Not sure if I liked your essay so much because or who you are of if I agreed
with it so much.

More likely, it stands on its own merit. You made an argument, used metaphor
in a way that a fellow hacker could truly appreciate, and while you were at
it, taught a little bit when we weren't looking. People like you, pg, Joel,
etc. are using blog to breathe new life into an old artform, the essay. Keep
up the great work!

------
kragen
The article says: _Help is on the way, however. The American Civil War saw the
first use of morphine for pain relief. It's impossible to overstate what a
difference it made. The opiates were truly miracle drugs._

This is a really remarkable level of historical inaccuracy. To quote from
[http://www.pubmedcentral.nih.gov/pagerender.fcgi?artid=46725...](http://www.pubmedcentral.nih.gov/pagerender.fcgi?artid=46725&pageindex=1)
:

 _There is general agreement that the Sumerians, who inhabited what is today
Iraq, cultivated poppies and isolated opium from their seed capsules at the
end of the third millenium [sic] B.C. They called opium “gil,” the word for
joy, and the poppy “hul gil,” plant of joy.
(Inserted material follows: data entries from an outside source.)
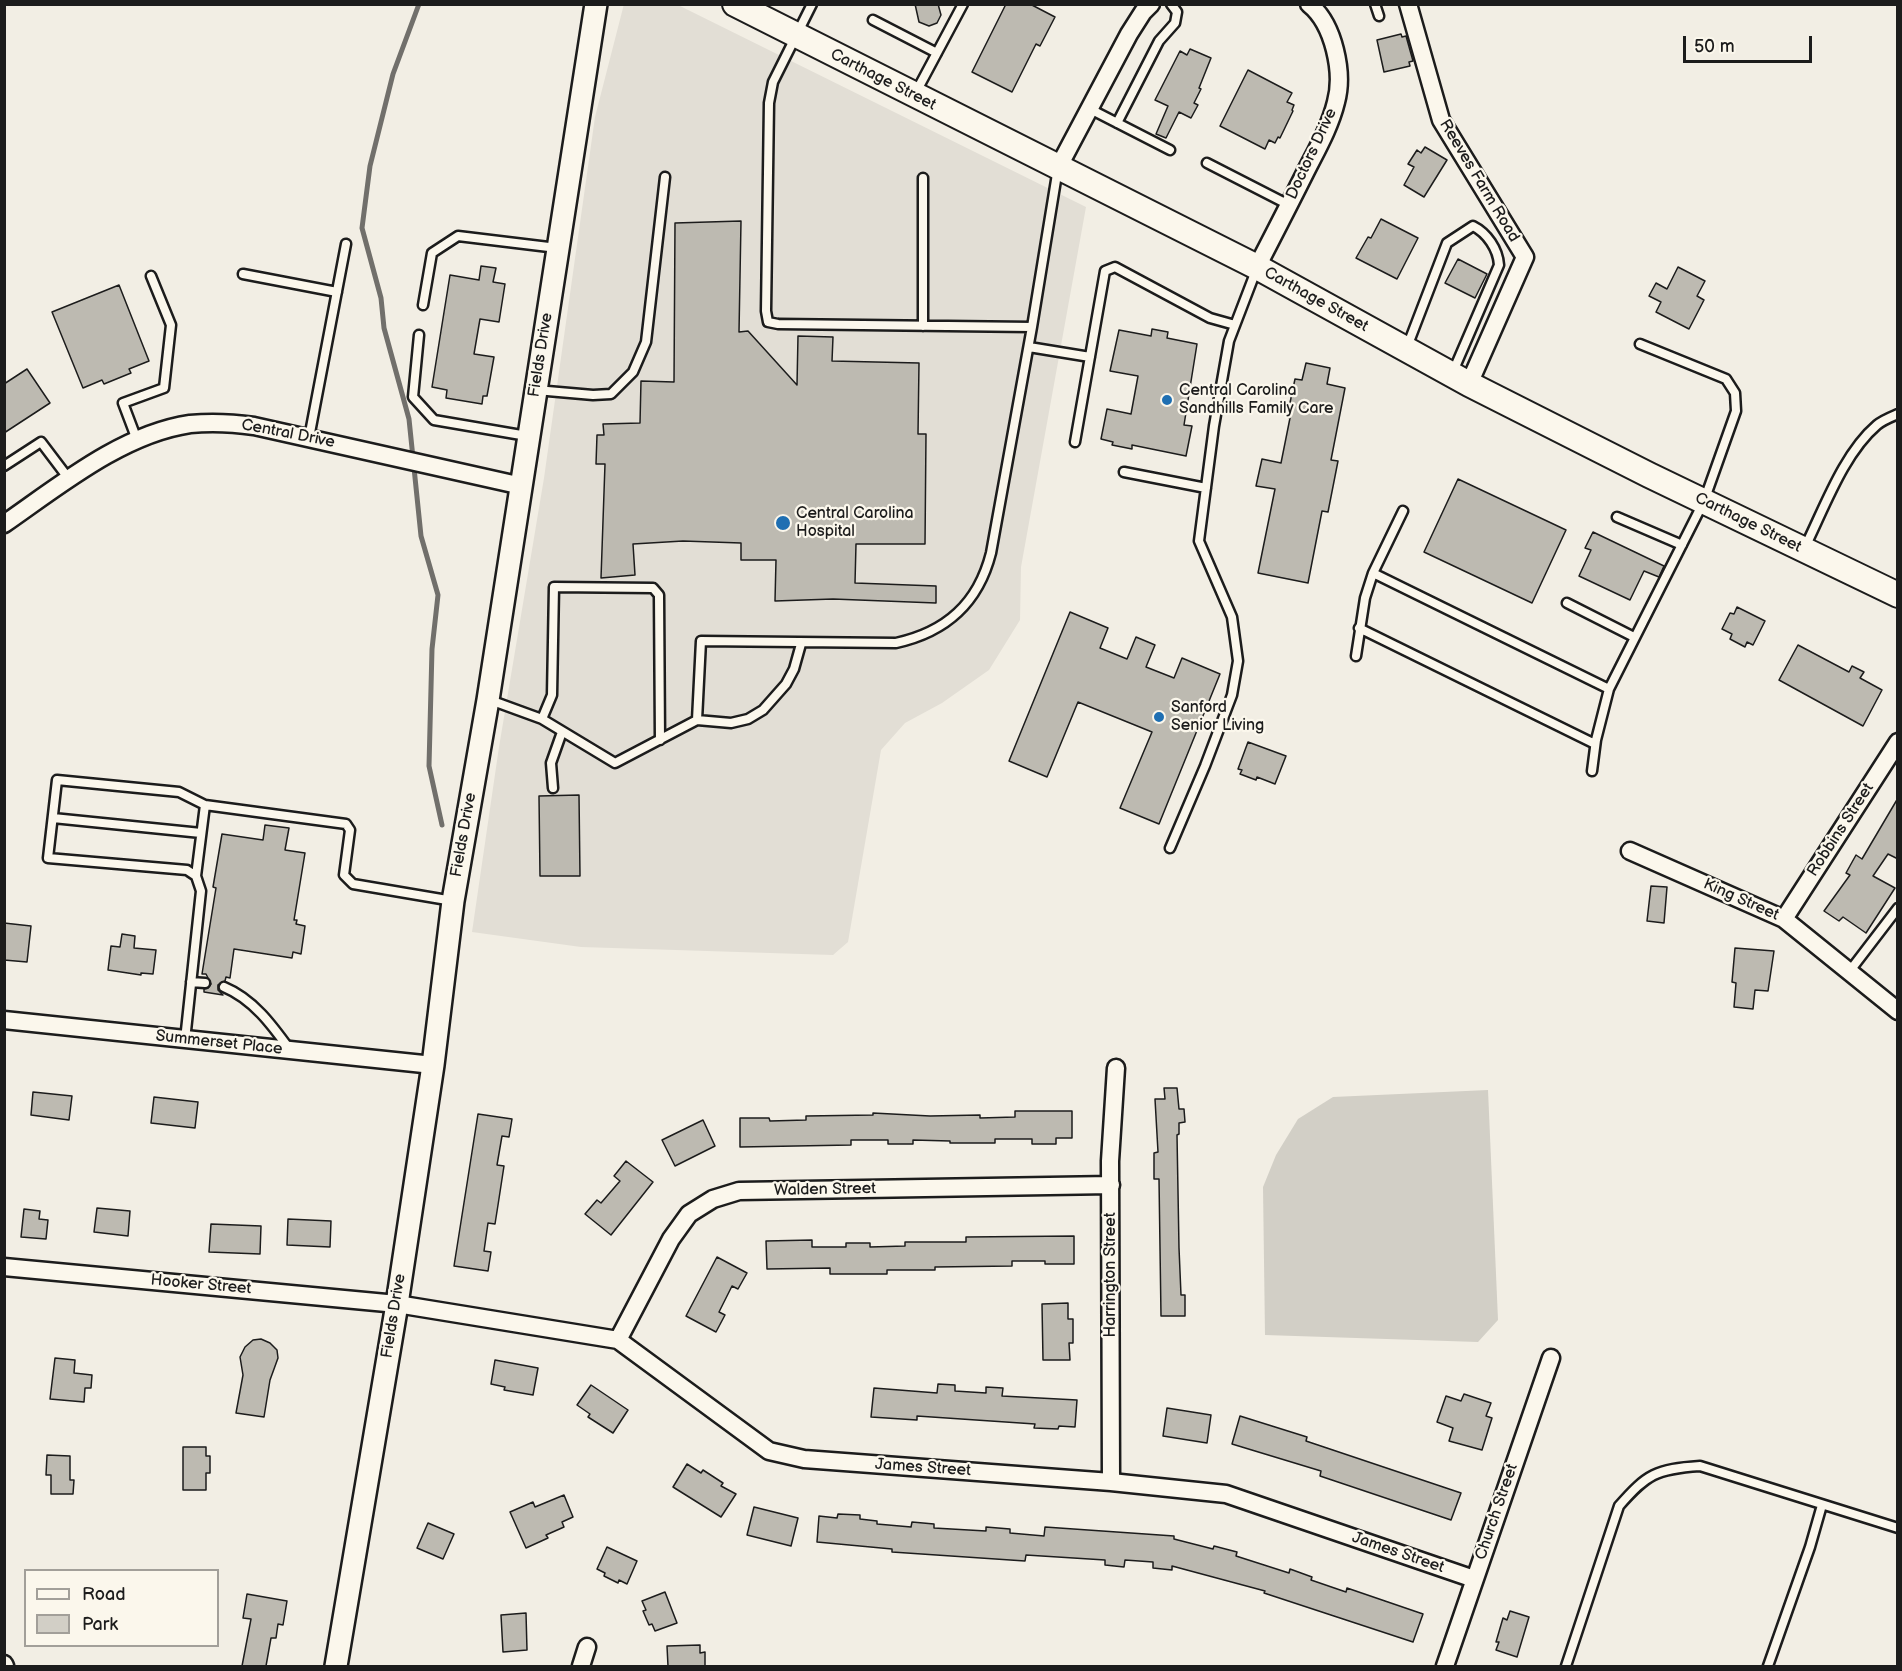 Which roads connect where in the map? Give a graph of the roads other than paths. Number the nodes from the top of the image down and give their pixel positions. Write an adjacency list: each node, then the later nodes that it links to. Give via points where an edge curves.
1 (596, 4): 24 (street, Fields Drive)
2 (735, 4): 12 (main road, Carthage Street)
3 (812, 4): 12 (lane)
4 (963, 4): 13 (lane)
5 (1151, 4): 15 (street, via 1129,34)
6 (1171, 4): 16 (lane, via 1177,12 1175,23 1159,41)
7 (1310, 4): 22 (street, Doctors Drive, via 1329,32 1339,77 1336,101 1322,139)
8 (1375, 4): 10 (lane)
9 (1408, 4): 38 (street, Reeves Farm Road, via 1441,120 1525,257)
10 (1378, 16)
11 (873, 20): 13 (lane)
12 (795, 36): 14 (main road, Carthage Street); 31 (lane, via 773,82 769,103 768,322)
13 (937, 53): 14 (lane)
14 (914, 96): 19 (main road, Carthage Street)
15 (1090, 109): 16 (lane); 19 (street)
16 (1117, 123): 17 (lane)
17 (1170, 150)
18 (1207, 164): 22 (lane)
19 (1058, 168): 25 (main road, Carthage Street); 32 (lane)
20 (666, 177): 39 (lane, via 646,342 633,372 611,394)
21 (923, 178): 31 (lane)
22 (1289, 205): 25 (street, Doctors Drive)
23 (346, 244): 28 (lane)
24 (557, 248): 29 (lane, via 458,236 432,253); 39 (street, Fields Drive)
25 (1257, 267): 30 (lane); 36 (main road, Carthage Street)
26 (243, 274): 28 (lane)
27 (151, 276): 43 (lane, via 171,325 164,388 123,403)
28 (337, 292): 42 (lane)
29 (423, 304)
30 (1235, 325): 37 (lane, via 1210,318 1115,267 1105,271); 49 (lane, via 1227,352)
31 (923, 326): 32 (lane)
32 (1032, 327): 35 (lane)
33 (419, 335): 41 (lane, via 413,397 434,420)
34 (1640, 344): 50 (lane, via 1726,379 1736,393 1736,411)
35 (1029, 347): 37 (lane); 61 (lane, via 991,554 970,601 944,624 913,640 896,644)
36 (1406, 349): 38 (main road, Carthage Street); 38 (lane, via 1447,243 1473,226 1482,231 1498,254 1499,265)
37 (1090, 357): 44 (lane)
38 (1460, 379): 50 (main road, Carthage Street)
39 (536, 390): 41 (street, Fields Drive)
40 (1898, 414): 55 (lane, via 1878,424 1859,445 1837,480)
41 (529, 436): 48 (street, Fields Drive)
42 (309, 438): 43 (street, Central Drive, via 254,426 211,423 190,424); 48 (street, Central Drive)
43 (137, 440): 47 (street, Central Drive)
44 (1075, 442)
45 (4, 466): 47 (lane, via 41,442)
46 (1124, 472): 49 (lane)
47 (69, 479): 53 (street, Central Drive)
48 (522, 486): 64 (street, Fields Drive)
49 (1206, 488): 76 (lane, via 1199,541 1232,617 1238,661 1232,695)
50 (1704, 501): 54 (lane); 55 (main road, Carthage Street)
51 (1403, 511): 56 (lane)
52 (1617, 517): 54 (lane)
53 (4, 524)
54 (1682, 545): 60 (lane)
55 (1804, 550): 57 (main road, Carthage Street)
56 (1373, 573): 59 (lane); 63 (lane)
57 (1898, 595)
58 (1566, 603): 60 (lane)
59 (1359, 628): 62 (lane); 70 (lane)
60 (1634, 637): 63 (lane)
61 (801, 644): 66 (lane, via 786,684 763,710 731,723); 66 (lane, via 701,641)
62 (1356, 656)
63 (1609, 689): 70 (lane)
64 (488, 700): 65 (lane); 79 (street, Fields Drive)
65 (542, 719): 67 (lane); 68 (lane, via 552,695 554,588 652,588 659,596)
66 (697, 720): 68 (lane)
67 (562, 732): 68 (lane, via 615,763); 72 (lane, via 551,763)
68 (660, 740)
69 (1898, 742): 81 (street, Robbins Street)
70 (1595, 744): 71 (lane)
71 (1592, 771)
72 (553, 788)
73 (205, 805): 74 (lane, via 178,792 57,780); 75 (lane); 79 (lane, via 346,824 350,830 344,875 353,884)
74 (53, 818): 75 (lane); 78 (lane, via 48,858 187,870)
75 (201, 833): 78 (lane)
76 (1170, 848)
77 (1630, 851): 81 (street, King Street)
78 (196, 876): 83 (lane, via 201,891)
79 (453, 901): 90 (street, Fields Drive)
80 (1898, 908): 82 (lane)
81 (1784, 919): 82 (street, King Street)
82 (1849, 972): 86 (street, King Street)
83 (191, 982): 84 (lane); 88 (lane)
84 (205, 983)
85 (224, 987): 89 (lane, via 239,993)
86 (1898, 1011)
87 (4, 1020): 88 (street, Summerset Place)
88 (185, 1040): 89 (street, Summerset Place)
89 (291, 1050): 90 (street, Summerset Place)
90 (433, 1065): 94 (street, Fields Drive)
91 (1116, 1068): 92 (street, Harrington Street)
92 (1111, 1185): 95 (street, Walden Street, via 739,1191 712,1199 690,1214 671,1239); 97 (street, Harrington Street)
93 (4, 1267): 94 (street, Hooker Street)
94 (397, 1304): 95 (street, James Street); 102 (street, Fields Drive)
95 (618, 1340): 97 (street, James Street, via 769,1451 804,1459)
96 (1551, 1358): 100 (street, Church Street)
97 (1111, 1482): 100 (street, James Street, via 1226,1494)
98 (1822, 1505): 99 (lane); 105 (lane, via 1700,1466 1653,1474 1619,1506); 106 (lane)
99 (1898, 1528)
100 (1474, 1579): 104 (street, Church Street)
101 (587, 1647): 103 (street)
102 (336, 1666)
103 (581, 1666)
104 (1445, 1666)
105 (1566, 1666)
106 (1768, 1666) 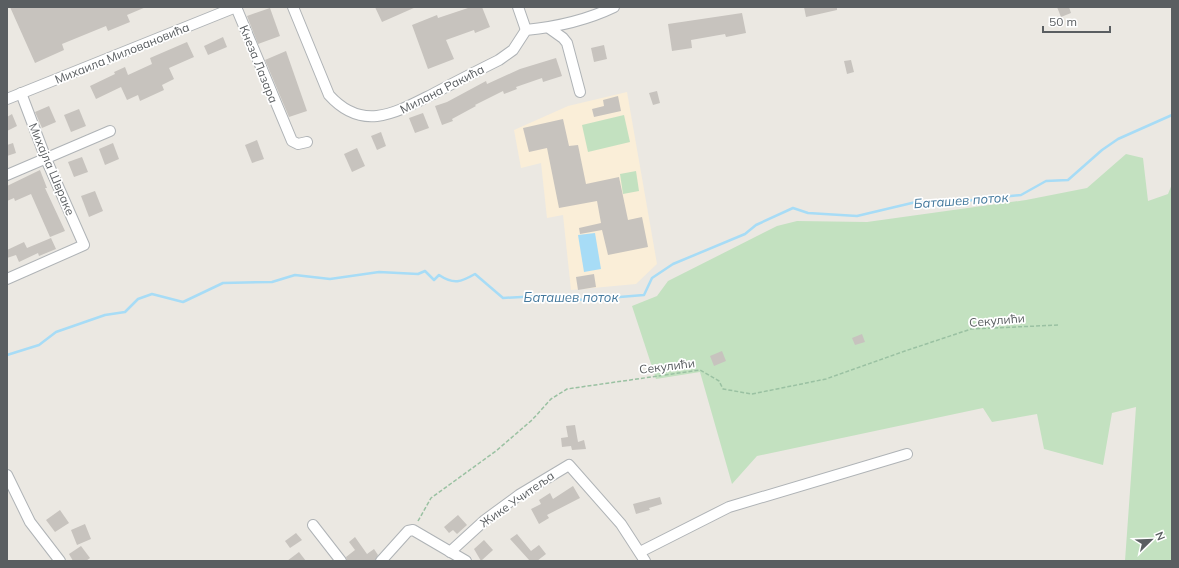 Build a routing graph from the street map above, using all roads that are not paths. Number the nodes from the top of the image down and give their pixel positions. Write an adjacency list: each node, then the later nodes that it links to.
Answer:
1 (236, 7): 5 (street, Михаила Миловановића); 12 (street, Кнеза Лазара)
2 (293, 7): 7 (street, Милана Ракића)
3 (518, 7): 7 (street)
4 (614, 7): 6 (street)
5 (220, 10): 9 (street, Михаила Миловановића)
6 (549, 28): 7 (street); 8 (street)
7 (526, 30)
8 (580, 92)
9 (21, 93): 10 (street, Михаила Миловановића); 13 (street, Михајла Швраке)
10 (7, 99)
11 (110, 132): 13 (street)
12 (307, 142)
13 (46, 159): 14 (street); 15 (street, Михајла Швраке)
14 (7, 175)
15 (7, 279)
16 (907, 454): 20 (street)
17 (7, 475): 21 (street)
18 (313, 525): 22 (street)
19 (450, 552): 20 (street, Жике Учитеља); 23 (street); 24 (street)
20 (642, 557)
21 (60, 561)
22 (340, 561)
23 (381, 561)
24 (466, 561)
It appears that opium spread from
Sumeria to the remainder of the old world._

 _At first opium may have been employed as a euphoriant in religious rituals,
taken by mouth or inhaled from heated vessels (4). Knowledge of its use may
initially have been confined to priests representing gods who sealed the sick
and gods of death as well. It was given along with hemlock to put people
quickly and painlessly to death, and it came to be used medicinally. The Ebers
Papyrus (ca. 1500 B.C.), for example, includes the following description of a
“remedy to prevent excessive crying of children" (see ref. 2, p. 35): "Špenn,
the grains of the špenn (poppy)-plant, with excretions of flies found on the
wall, strained to a pulp, passed through a sieve and administered on four
successive days. The crying will stop at once." This remedy and others
containing opium (such as spongia somnifera, sponges soaked in opium used to
relieve pain during surgery) were dangerous because they varied in potency and
rate of absorbance. Consequently, many physicians were wary of using them._

...

 _In 1806, Sertürner (8, 9) isolated the active ingredient in opium and named
it morphine..._

The same paragraph of the "Technology is Heroin" article also makes the error
of calling cocaine an opiate.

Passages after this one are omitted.